MATERIAL SUPPLIED:
◆ ◆ ◆ ◆ ◆
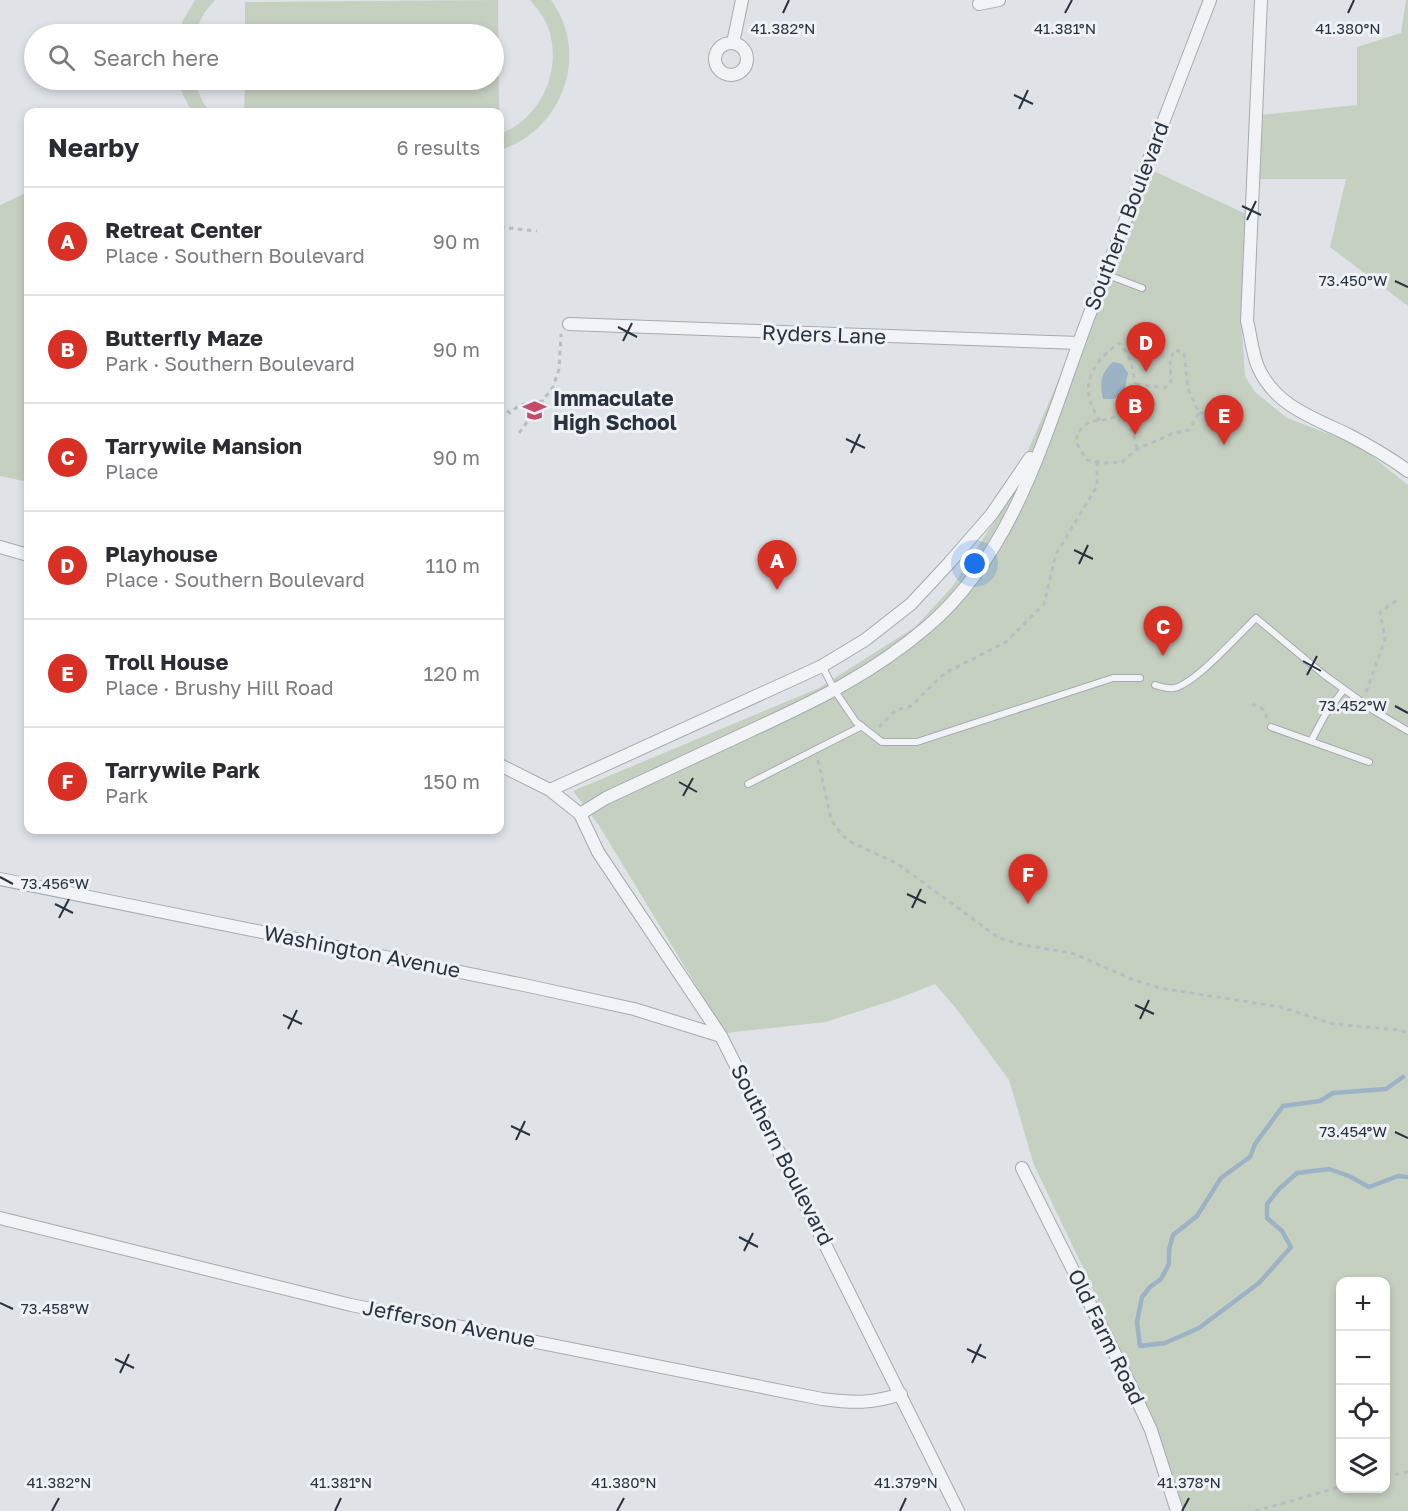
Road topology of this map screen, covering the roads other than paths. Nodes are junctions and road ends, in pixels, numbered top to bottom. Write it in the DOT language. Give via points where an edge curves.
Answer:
graph roads {
  1 [pos="742,0"];
  2 [pos="999,0"];
  3 [pos="1210,0"];
  4 [pos="1261,0"];
  5 [pos="979,4"];
  6 [pos="733,43"];
  7 [pos="1105,274"];
  8 [pos="1142,288"];
  9 [pos="565,324"];
  10 [pos="1079,343"];
  11 [pos="1047,433"];
  12 [pos="1408,471"];
  13 [pos="0,547"];
  14 [pos="24,554"];
  15 [pos="822,666"];
  16 [pos="1140,678"];
  17 [pos="1155,685"];
  18 [pos="1344,689"];
  19 [pos="835,691"];
  20 [pos="862,726"];
  21 [pos="1271,727"];
  22 [pos="1408,731"];
  23 [pos="1311,741"];
  24 [pos="1369,762"];
  25 [pos="504,767"];
  26 [pos="748,784"];
  27 [pos="550,790"];
  28 [pos="580,814"];
  29 [pos="0,879"];
  30 [pos="721,1036"];
  31 [pos="1022,1168"];
  32 [pos="0,1218"];
  33 [pos="901,1394"];
  34 [pos="958,1511"];
  35 [pos="1177,1511"];
  1 -- 6 [label="street"];
  2 -- 5 [label="street"];
  3 -- 7 [label="street, Southern Boulevard"];
  4 -- 12 [label="street" via="1248,321 1258,367 1274,391 1299,412 1388,456"];
  7 -- 8 [label="lane"];
  7 -- 10 [label="street, Southern Boulevard"];
  9 -- 10 [label="street, Ryders Lane"];
  10 -- 11 [label="street, Southern Boulevard"];
  11 -- 15 [label="street, Southern Boulevard" via="991,515 911,604 865,640"];
  11 -- 19 [label="street, Southern Boulevard" via="1005,531 971,581 930,625 881,663"];
  13 -- 14 [label="street"];
  15 -- 19 [label="lane"];
  15 -- 27 [label="street, Southern Boulevard"];
  16 -- 20 [label="lane" via="1113,678 917,742 882,742"];
  17 -- 18 [label="lane" via="1174,688 1191,680 1256,618"];
  18 -- 22 [label="lane"];
  18 -- 23 [label="lane"];
  19 -- 20 [label="lane"];
  19 -- 28 [label="street, Southern Boulevard" via="606,798"];
  20 -- 26 [label="lane"];
  21 -- 23 [label="lane"];
  23 -- 24 [label="lane"];
  25 -- 27 [label="street"];
  27 -- 28 [label="street, Southern Boulevard"];
  28 -- 30 [label="street, Southern Boulevard" via="598,852"];
  29 -- 30 [label="street, Washington Avenue" via="524,985 634,1010"];
  30 -- 33 [label="street, Southern Boulevard"];
  31 -- 35 [label="street, Old Farm Road" via="1146,1419"];
  32 -- 33 [label="street, Jefferson Avenue" via="351,1305 810,1397 851,1402 879,1401"];
  33 -- 34 [label="street, Southern Boulevard"];
}
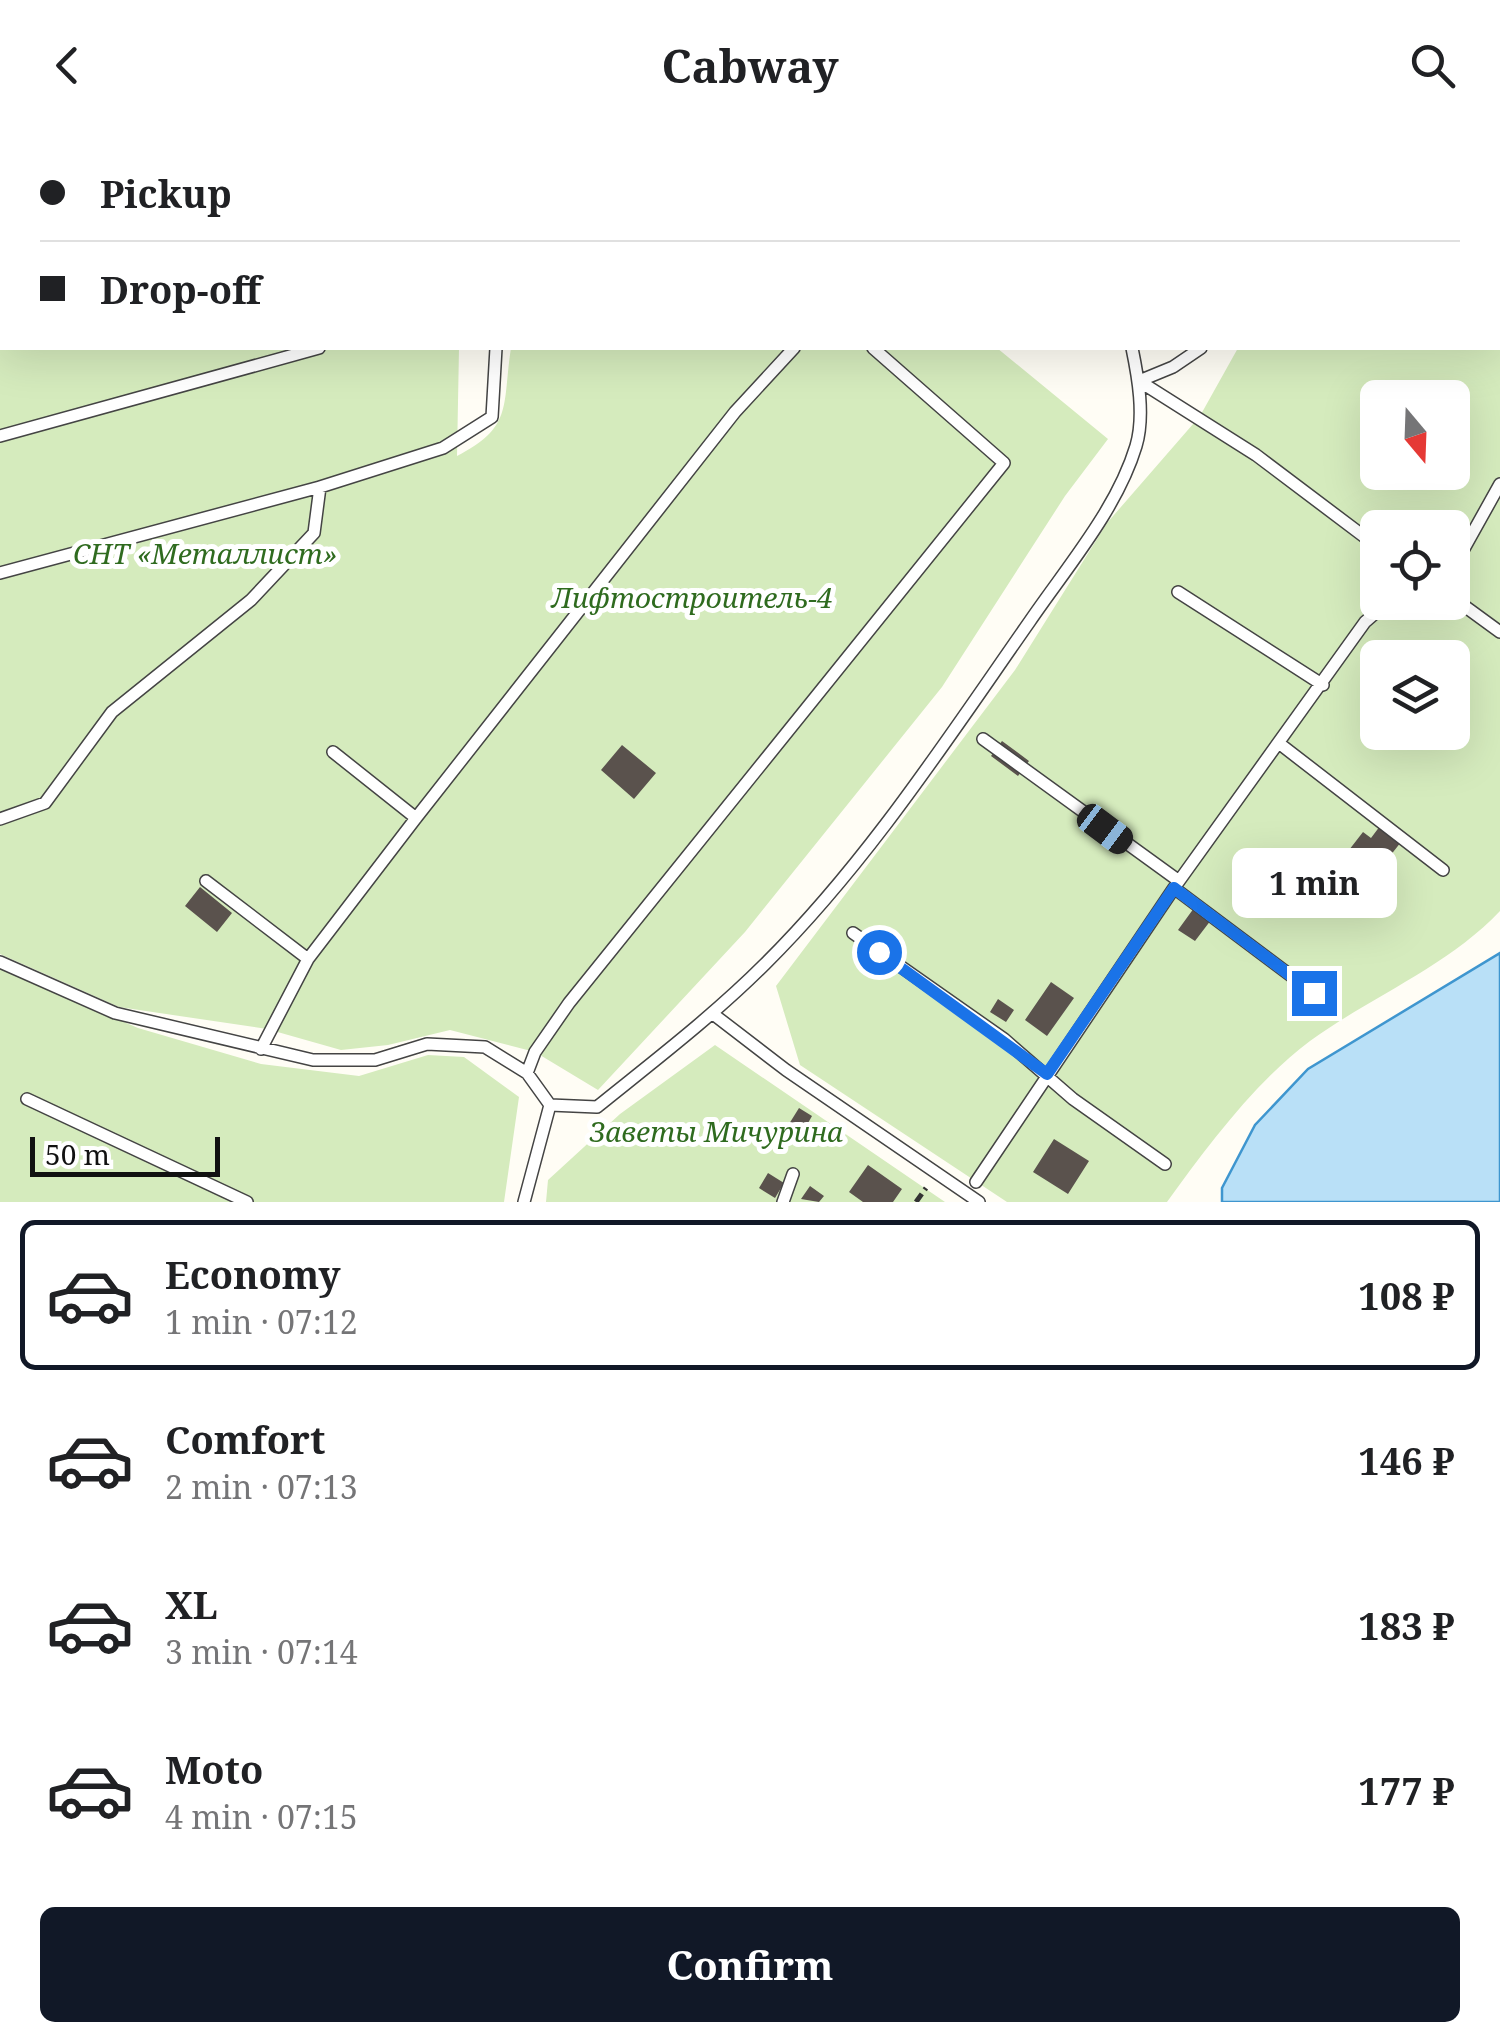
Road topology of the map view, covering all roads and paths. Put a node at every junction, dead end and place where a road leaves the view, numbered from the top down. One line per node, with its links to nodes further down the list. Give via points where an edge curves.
1 (311, 350): 8 (lane)
2 (496, 350): 10 (lane, via 492,417 443,448)
3 (792, 350): 22 (lane, via 735,412)
4 (875, 350): 33 (lane, via 1004,462 569,1004)
5 (1132, 350): 7 (lane)
6 (1197, 350): 7 (lane)
7 (1139, 381): 11 (lane, via 1242,446); 31 (lane, via 1137,444 1109,504 858,857)
8 (0, 436)
9 (1500, 484): 12 (lane)
10 (320, 488): 13 (lane); 23 (lane, via 314,533 251,600 112,712 45,803)
11 (1360, 534)
12 (1470, 538)
13 (0, 574)
14 (1178, 592): 18 (lane)
15 (1470, 610): 17 (lane)
16 (1366, 620): 18 (lane)
17 (1500, 632)
18 (1322, 686): 20 (lane)
19 (983, 739): 26 (lane)
20 (1280, 744): 24 (lane); 26 (lane)
21 (332, 752): 22 (lane)
22 (416, 818): 28 (lane)
23 (0, 819)
24 (1444, 870)
25 (206, 881): 28 (lane)
26 (1176, 884): 30 (lane); 34 (lane)
27 (853, 933): 34 (lane)
28 (308, 959): 32 (lane)
29 (0, 962): 32 (lane, via 115,1013)
30 (1314, 993)
31 (713, 1014): 36 (lane, via 597,1107); 43 (lane)
32 (260, 1049): 33 (lane, via 313,1060 375,1060 427,1044 485,1047)
33 (528, 1073): 36 (lane)
34 (1047, 1074): 37 (lane); 39 (lane)
35 (27, 1098): 40 (lane)
36 (550, 1105): 41 (lane)
37 (1165, 1164)
38 (793, 1174): 42 (lane)
39 (976, 1182)
40 (247, 1202)
41 (524, 1202)
42 (783, 1202)
43 (979, 1202)

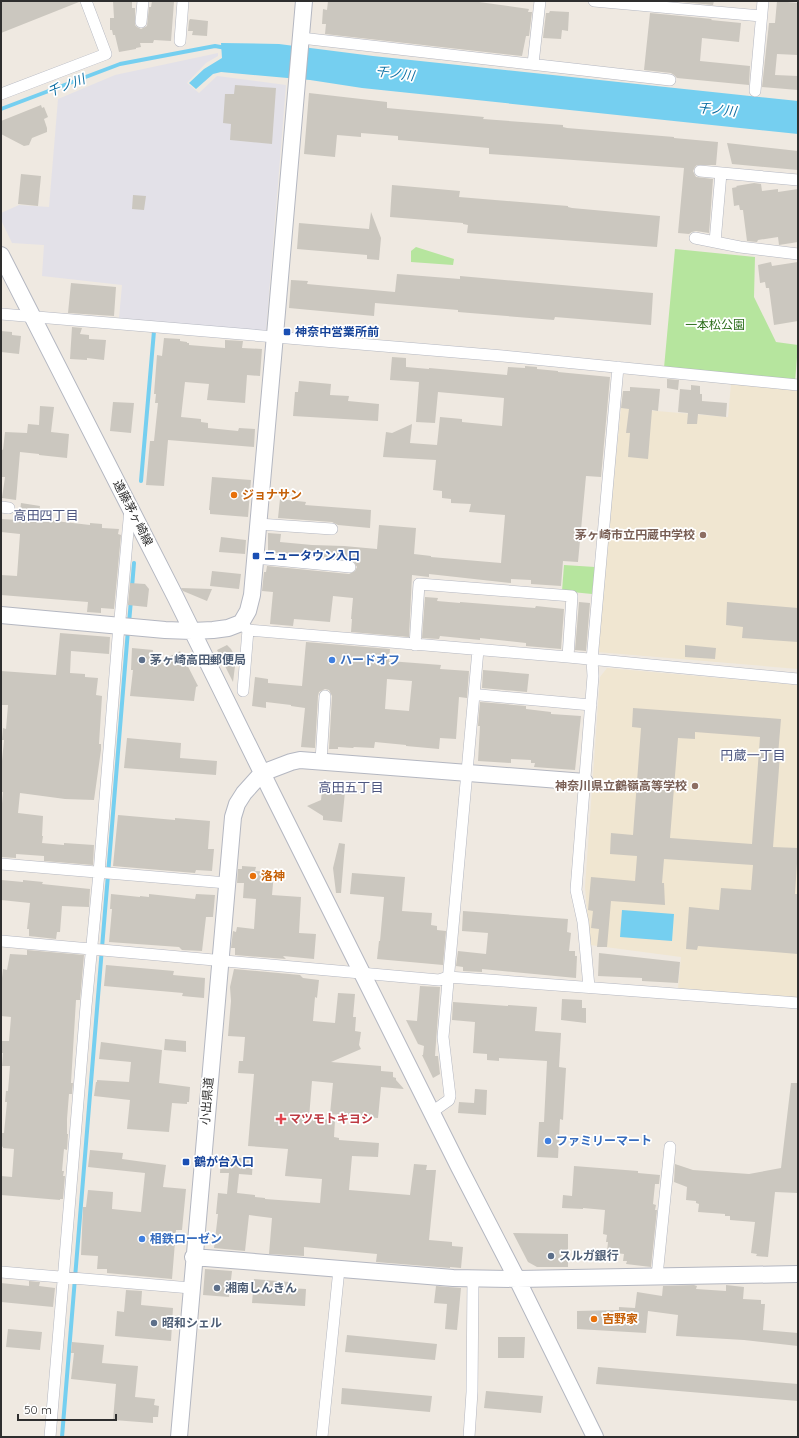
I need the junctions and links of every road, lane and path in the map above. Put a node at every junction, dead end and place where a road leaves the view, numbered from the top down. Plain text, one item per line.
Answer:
1 (86, 1) edge
2 (143, 1) edge
3 (183, 1) edge
4 (304, 1) edge
5 (540, 1) edge
6 (594, 1) edge
7 (763, 1) edge
8 (761, 16) junction
9 (141, 22) dead end
10 (301, 40) junction
11 (180, 41) dead end
12 (533, 64) junction
13 (670, 80) dead end
14 (755, 91) dead end
15 (1, 94) edge
16 (700, 171) dead end
17 (721, 173) junction
18 (798, 180) edge
19 (695, 238) dead end
20 (715, 242) junction
21 (798, 254) edge
22 (1, 255) edge
23 (1, 314) edge
24 (33, 316) junction
25 (276, 337) junction
26 (618, 367) junction
27 (798, 386) edge
28 (130, 509) junction
29 (258, 524) junction
30 (332, 529) dead end
31 (255, 558) junction
32 (350, 567) dead end
33 (1, 615) edge
34 (123, 624) junction
35 (245, 626) junction
36 (192, 631) junction
37 (415, 645) junction
38 (478, 650) junction
39 (568, 657) junction
40 (592, 660) junction
41 (798, 679) edge
42 (243, 691) dead end
43 (480, 695) dead end
44 (325, 696) dead end
45 (591, 705) junction
46 (321, 761) junction
47 (262, 773) junction
48 (467, 773) junction
49 (585, 782) junction
50 (1, 864) edge
51 (104, 873) junction
52 (227, 883) junction
53 (1, 941) edge
54 (97, 950) junction
55 (220, 960) junction
56 (361, 973) junction
57 (448, 977) junction
58 (589, 987) junction
59 (798, 1003) edge
60 (432, 1112) junction
61 (670, 1147) dead end
62 (194, 1257) junction
63 (339, 1269) junction
64 (1, 1272) edge
65 (798, 1274) edge
66 (658, 1276) junction
67 (69, 1278) junction
68 (473, 1278) junction
69 (517, 1279) junction
70 (191, 1288) junction
71 (50, 1437) edge
72 (179, 1437) edge
73 (322, 1437) edge
74 (469, 1437) edge
75 (595, 1437) edge

1 - 15 street
2 - 9 street
3 - 11 street
4 - 10 street
5 - 12 street
6 - 8 street
7 - 8 street
8 - 14 street
10 - 12 street
10 - 25 street
12 - 13 street
16 - 17 street
17 - 18 street
17 - 20 street
19 - 20 street
20 - 21 street
22 - 24 street, 遠藤茅ヶ崎線
23 - 24 street
24 - 25 street
24 - 28 street, 遠藤茅ヶ崎線
25 - 26 street
25 - 29 street
26 - 27 street
26 - 40 street
28 - 34 street
28 - 36 street, 遠藤茅ヶ崎線
29 - 30 street
29 - 31 street
31 - 32 street
31 - 35 street
33 - 34 street
34 - 36 street
34 - 51 street
35 - 36 street
35 - 37 street
35 - 42 street
36 - 47 street, 遠藤茅ヶ崎線
37 - 38 street
37 - 39 street
38 - 39 street
38 - 48 street
39 - 40 street
40 - 41 street
40 - 45 street
43 - 45 street
44 - 46 street
45 - 49 street
46 - 47 street
46 - 48 street
47 - 52 street, 小出県道
47 - 56 street, 遠藤茅ヶ崎線
48 - 49 street
48 - 57 street
49 - 58 street
50 - 51 street
51 - 52 street
51 - 54 street
52 - 55 street, 小出県道
53 - 54 street
54 - 55 street
54 - 67 street
55 - 56 street
55 - 62 street, 小出県道
56 - 57 street
56 - 60 street, 遠藤茅ヶ崎線
57 - 58 street
57 - 60 street
58 - 59 street
60 - 69 street, 遠藤茅ヶ崎線
61 - 66 street
62 - 63 street
62 - 70 street, 小出県道
63 - 68 street
63 - 73 street
64 - 67 street
65 - 66 street
66 - 69 street
67 - 70 street
67 - 71 street
68 - 69 street
68 - 74 street
69 - 75 street, 遠藤茅ヶ崎線
70 - 72 street, 小出県道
◆ ◆ ◆ ◆ ◆
DIRECTIONS FOR THIS TASK:
Filter the entries above down to the lines that contain "Give".

REPLY TO THE TASK:
Road topology of this map screen, covering the roads other than paths. Nodes are junctions and road ends, in pixels, numbered top to bottom. Write it in the DOT language. Give via points where an edge curves.
Road topology of the map view, covering all roads and paths. Put a node at every junction, dead end and place where a road leaves the view, numbered from the top down. One line per node, with its links to nodes further down the list. Give via points where an edge curves.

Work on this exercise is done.